With a shadow caste on the Reliance Retail-Future Retail merger deal, lenders are apprehensive about the debt-servicing capacity of the Kishore Biyani-owned company.
There is concern over a bigger hair cut on restructured loans. Option to take the Future group company to bankruptcy court is also on the table.
Bankers said the loans to Future Retail were restructured last year after it was adversely impacted by a severe economic shock from the Covid pandemic. Retail entity’s cash flows have been hit, and if the merger deal does not go through, the working of restructuring would be under strain.
Banks would monitor steps Future promoters take and assess implications for the financial profile. The fear is that banks may have to take larger haircuts than envisaged earlier, they said.
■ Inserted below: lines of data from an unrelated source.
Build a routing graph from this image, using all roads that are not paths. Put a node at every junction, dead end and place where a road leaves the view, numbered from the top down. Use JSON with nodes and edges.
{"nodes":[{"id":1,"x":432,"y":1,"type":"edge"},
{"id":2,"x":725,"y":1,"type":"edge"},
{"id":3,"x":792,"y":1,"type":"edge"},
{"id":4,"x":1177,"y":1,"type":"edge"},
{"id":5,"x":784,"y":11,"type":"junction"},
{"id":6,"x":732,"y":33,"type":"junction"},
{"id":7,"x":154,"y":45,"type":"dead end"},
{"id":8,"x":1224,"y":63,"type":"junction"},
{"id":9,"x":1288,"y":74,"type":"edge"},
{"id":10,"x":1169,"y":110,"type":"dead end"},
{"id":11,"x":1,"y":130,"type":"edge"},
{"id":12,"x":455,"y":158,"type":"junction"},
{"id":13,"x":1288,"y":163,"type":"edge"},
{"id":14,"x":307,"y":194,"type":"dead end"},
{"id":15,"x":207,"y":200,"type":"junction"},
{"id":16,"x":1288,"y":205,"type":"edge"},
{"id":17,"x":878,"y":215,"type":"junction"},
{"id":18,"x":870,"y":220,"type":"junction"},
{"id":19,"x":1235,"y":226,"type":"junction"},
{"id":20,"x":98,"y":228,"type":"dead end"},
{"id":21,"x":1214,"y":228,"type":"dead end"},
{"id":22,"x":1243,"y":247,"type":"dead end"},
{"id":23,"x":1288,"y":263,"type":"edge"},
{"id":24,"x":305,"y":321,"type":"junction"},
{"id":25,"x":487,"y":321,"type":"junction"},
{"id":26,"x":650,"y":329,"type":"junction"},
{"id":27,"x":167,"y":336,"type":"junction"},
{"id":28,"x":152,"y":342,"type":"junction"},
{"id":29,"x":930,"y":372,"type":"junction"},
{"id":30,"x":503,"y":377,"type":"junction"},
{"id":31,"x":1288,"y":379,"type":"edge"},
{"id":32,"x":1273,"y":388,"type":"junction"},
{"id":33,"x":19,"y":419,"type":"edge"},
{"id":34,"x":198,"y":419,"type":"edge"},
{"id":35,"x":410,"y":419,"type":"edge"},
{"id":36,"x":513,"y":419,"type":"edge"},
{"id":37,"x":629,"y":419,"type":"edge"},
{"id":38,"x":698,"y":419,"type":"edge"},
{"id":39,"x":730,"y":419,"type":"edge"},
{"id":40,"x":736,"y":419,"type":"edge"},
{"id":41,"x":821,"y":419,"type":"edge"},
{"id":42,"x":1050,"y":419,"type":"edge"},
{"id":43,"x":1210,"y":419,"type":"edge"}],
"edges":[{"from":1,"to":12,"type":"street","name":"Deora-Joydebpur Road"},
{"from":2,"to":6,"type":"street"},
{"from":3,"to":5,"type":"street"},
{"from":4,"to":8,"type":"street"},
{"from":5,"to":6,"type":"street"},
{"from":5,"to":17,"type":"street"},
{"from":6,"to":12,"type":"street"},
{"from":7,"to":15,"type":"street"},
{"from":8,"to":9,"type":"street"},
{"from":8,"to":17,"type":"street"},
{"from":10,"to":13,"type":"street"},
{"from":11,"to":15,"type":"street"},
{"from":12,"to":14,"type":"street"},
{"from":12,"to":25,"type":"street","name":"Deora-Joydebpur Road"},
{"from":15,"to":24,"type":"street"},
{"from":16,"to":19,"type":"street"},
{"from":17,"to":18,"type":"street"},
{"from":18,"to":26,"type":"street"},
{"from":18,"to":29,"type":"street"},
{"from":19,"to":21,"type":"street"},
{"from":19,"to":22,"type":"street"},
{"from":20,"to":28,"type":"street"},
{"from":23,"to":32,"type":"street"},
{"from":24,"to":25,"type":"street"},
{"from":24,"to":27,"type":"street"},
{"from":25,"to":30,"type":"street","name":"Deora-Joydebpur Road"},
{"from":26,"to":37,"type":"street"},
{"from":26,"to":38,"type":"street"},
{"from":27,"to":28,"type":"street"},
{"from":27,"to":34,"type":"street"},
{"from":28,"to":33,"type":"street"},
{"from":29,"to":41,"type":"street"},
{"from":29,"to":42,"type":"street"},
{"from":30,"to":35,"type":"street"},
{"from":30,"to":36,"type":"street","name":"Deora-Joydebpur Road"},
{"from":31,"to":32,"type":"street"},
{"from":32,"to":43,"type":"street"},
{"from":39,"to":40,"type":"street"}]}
Future Retail has completed the one-time restructuring of its onshore debt (about Rs 10,200 crore) that includes extending the maturity of its term loans and other borrowings. The restructuring has been approved under the resolution framework. The group’s debt exposure is more than Rs 20,000 crore, a senior public sector bank executive said.
Future Retail's existing long-term debt obligations (term loans and non-convertible debentures) will be extended from their original schedule by 18-24 months at existing interest rates. The term loans will now be repayable starting December 2021 and the non-convertible debentures will be repayable on June 30, 2025.
Overdues under its short-term working capital borrowings (including interest) will also be converted into working capital term loans and funded interest term loans to be repaid from December 2021. The company will have no interest and principal payments due on the restructured debt until September 2021.
Option to take the Future group company to bankruptcy court is also on the table.